Australian brothel owner

Mary-Anne Kenworthy (born 25 May 1956, in Rotorua, New Zealand) is a Western Australian brothel owner and businesswoman. Kenworthy is an advocate for the legalisation of prostitution and improving the rights of sex workers.

Kenworthy's business projects include media interests such as TV and Internet. Until 2022 she owned Langtrees 181 Kalgoorlie. She owns Langtrees VIP Perth and Langtrees VIP Canberra.

Born in New Zealand, Kenworthy entered the sex industry there in 1981 at age 26. She had three children at the time. In 1983, she travelled to Australia on holidays and purchased her first non-containment escort agency in Midland, the Agency Escorts & Moonlight Escorts. In 1984 Kenworthy was accepted into the WA Containment system with the permission of Detective Sergeant Gage.

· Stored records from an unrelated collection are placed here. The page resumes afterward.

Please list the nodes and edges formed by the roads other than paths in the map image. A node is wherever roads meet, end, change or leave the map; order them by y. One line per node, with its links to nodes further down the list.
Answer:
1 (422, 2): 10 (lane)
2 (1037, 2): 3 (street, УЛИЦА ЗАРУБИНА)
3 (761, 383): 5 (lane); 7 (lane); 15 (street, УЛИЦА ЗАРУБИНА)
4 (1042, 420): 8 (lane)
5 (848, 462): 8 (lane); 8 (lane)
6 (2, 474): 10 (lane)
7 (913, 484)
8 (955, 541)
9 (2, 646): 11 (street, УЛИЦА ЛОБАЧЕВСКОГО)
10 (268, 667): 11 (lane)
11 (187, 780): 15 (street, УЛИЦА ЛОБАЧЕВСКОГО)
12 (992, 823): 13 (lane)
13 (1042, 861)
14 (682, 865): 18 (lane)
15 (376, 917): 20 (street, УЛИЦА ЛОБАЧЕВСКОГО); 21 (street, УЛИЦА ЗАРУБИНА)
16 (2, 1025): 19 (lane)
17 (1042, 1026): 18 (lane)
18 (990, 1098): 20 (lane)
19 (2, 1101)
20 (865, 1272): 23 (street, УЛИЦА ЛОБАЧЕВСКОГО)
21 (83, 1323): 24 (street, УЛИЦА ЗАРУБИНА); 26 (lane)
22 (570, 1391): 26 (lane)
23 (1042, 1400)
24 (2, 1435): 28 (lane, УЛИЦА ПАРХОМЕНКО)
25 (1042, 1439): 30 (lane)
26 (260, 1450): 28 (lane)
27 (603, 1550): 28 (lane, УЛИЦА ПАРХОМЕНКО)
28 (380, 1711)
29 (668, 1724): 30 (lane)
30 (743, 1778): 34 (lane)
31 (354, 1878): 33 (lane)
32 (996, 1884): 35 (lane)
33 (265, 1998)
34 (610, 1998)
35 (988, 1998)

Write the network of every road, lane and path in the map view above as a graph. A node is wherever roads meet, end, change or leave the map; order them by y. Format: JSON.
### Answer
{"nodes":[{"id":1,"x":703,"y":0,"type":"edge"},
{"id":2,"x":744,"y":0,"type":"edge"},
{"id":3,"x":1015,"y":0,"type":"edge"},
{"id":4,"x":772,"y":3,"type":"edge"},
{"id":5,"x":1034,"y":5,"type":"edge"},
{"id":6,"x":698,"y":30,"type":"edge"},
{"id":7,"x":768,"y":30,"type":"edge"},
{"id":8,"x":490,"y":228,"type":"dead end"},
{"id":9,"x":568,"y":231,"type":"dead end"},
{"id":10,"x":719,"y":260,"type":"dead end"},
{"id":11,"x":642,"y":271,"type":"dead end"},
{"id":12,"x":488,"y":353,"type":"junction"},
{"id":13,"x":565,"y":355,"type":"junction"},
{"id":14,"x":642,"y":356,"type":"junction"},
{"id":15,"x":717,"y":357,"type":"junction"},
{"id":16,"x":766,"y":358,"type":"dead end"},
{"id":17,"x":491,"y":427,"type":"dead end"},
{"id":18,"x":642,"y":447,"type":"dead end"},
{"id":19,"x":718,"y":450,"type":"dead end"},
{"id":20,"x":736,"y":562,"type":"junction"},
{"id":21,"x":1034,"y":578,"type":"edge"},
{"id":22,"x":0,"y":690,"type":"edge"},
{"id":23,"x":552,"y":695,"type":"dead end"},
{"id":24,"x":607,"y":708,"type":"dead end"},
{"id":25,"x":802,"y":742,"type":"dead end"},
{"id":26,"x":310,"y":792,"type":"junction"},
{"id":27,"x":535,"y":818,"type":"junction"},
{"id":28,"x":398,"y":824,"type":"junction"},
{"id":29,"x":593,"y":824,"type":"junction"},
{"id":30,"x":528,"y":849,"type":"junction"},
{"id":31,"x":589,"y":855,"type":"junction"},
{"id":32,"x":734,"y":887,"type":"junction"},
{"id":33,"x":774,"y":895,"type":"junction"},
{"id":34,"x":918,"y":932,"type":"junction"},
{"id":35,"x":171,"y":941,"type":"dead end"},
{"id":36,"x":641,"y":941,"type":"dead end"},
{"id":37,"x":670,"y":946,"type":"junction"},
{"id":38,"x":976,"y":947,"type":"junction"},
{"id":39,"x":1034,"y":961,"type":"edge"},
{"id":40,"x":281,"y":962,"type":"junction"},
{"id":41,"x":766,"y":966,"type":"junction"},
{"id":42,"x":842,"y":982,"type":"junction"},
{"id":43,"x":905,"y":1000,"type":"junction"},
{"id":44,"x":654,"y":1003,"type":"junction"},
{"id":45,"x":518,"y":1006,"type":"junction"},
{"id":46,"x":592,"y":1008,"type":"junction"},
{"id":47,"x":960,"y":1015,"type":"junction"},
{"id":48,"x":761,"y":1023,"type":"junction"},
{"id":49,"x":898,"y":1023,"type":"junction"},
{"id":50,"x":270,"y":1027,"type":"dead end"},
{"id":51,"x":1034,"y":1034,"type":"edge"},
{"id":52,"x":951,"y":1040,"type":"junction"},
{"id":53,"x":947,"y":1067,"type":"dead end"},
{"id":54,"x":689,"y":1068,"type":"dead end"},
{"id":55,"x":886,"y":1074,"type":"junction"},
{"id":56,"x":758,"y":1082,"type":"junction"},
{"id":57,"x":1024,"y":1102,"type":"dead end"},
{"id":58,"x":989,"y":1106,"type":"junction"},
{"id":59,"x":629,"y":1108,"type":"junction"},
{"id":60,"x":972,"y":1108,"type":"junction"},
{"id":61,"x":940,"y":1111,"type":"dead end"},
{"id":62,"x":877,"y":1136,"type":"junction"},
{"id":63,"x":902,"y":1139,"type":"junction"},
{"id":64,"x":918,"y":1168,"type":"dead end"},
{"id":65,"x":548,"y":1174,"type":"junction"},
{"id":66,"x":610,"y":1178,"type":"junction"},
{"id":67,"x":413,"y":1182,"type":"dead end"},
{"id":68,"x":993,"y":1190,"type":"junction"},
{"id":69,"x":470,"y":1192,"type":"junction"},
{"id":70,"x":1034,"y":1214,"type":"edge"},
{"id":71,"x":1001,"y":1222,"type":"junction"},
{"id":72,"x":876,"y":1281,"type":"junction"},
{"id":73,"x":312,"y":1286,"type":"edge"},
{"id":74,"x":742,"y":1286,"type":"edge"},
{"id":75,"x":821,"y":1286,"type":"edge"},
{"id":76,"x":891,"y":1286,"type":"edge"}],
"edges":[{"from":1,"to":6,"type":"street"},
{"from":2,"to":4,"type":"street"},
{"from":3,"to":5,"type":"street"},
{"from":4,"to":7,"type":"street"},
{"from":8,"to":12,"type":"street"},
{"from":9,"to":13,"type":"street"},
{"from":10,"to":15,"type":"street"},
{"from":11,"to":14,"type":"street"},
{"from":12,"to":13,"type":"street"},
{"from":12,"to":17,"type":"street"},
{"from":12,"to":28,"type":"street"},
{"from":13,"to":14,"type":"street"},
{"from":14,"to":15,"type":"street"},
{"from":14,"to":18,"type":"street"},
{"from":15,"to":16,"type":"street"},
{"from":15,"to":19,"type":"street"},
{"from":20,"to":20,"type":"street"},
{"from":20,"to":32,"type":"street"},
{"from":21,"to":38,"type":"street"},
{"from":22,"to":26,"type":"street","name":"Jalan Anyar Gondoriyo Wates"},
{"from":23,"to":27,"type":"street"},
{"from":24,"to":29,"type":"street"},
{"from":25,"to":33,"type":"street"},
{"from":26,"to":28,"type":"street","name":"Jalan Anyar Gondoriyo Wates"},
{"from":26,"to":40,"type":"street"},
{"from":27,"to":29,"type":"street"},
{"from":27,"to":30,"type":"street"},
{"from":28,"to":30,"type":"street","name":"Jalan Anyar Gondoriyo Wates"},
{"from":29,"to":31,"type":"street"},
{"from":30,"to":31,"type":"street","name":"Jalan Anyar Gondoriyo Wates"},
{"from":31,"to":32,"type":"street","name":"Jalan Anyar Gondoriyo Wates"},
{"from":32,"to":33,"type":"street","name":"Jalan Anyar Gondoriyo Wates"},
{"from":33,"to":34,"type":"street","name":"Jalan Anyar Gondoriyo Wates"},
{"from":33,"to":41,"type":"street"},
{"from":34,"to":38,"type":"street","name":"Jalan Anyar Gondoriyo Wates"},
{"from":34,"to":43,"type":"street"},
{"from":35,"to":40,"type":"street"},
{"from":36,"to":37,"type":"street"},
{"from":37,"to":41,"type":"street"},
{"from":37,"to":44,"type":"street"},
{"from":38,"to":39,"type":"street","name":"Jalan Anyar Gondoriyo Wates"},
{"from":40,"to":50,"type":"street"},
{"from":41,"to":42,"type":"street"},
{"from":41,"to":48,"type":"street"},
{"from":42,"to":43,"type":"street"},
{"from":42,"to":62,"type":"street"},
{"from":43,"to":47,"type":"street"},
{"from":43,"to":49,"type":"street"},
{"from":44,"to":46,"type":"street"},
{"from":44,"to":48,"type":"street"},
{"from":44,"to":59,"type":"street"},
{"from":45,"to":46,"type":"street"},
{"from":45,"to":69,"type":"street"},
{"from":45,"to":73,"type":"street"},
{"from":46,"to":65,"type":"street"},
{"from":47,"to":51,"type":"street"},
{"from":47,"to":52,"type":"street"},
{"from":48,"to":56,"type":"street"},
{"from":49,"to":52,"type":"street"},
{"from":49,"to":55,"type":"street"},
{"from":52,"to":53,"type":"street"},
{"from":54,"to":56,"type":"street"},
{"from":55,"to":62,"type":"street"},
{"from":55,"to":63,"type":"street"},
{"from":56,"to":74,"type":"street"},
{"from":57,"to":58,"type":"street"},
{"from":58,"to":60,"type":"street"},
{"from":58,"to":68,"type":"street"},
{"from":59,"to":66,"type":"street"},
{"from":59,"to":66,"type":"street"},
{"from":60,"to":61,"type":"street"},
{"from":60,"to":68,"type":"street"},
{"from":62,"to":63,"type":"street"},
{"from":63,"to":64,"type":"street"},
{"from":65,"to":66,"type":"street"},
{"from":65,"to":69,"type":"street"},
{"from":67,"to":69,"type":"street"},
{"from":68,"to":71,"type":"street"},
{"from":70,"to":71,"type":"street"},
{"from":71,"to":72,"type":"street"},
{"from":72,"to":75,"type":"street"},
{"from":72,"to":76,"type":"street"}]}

In 1992, Kenworthy relocated to Burswood and opened Langtrees of Perth. In 1998 she purchased a brothel in Kalgoorlie. In 2000, Kenworthy reopened it as the Goldfields theme bordello. It was the only functioning tourist bordello. On 6 June 2002, she became an Australian citizen.

In 2012 the Kalgoorlie business closed down. In 2013, Kenworthy opened Langtrees of Kalgoorlie Guest Hotel. In 2015, Kenworthy purchased Darwin Escorts in Darwin, Australia. The business was known as Langtrees VIP Darwin before closing in 2022. In July 2019, she put the Kalgoorlie premises up for sale. It was sold for over $1 million in 2022.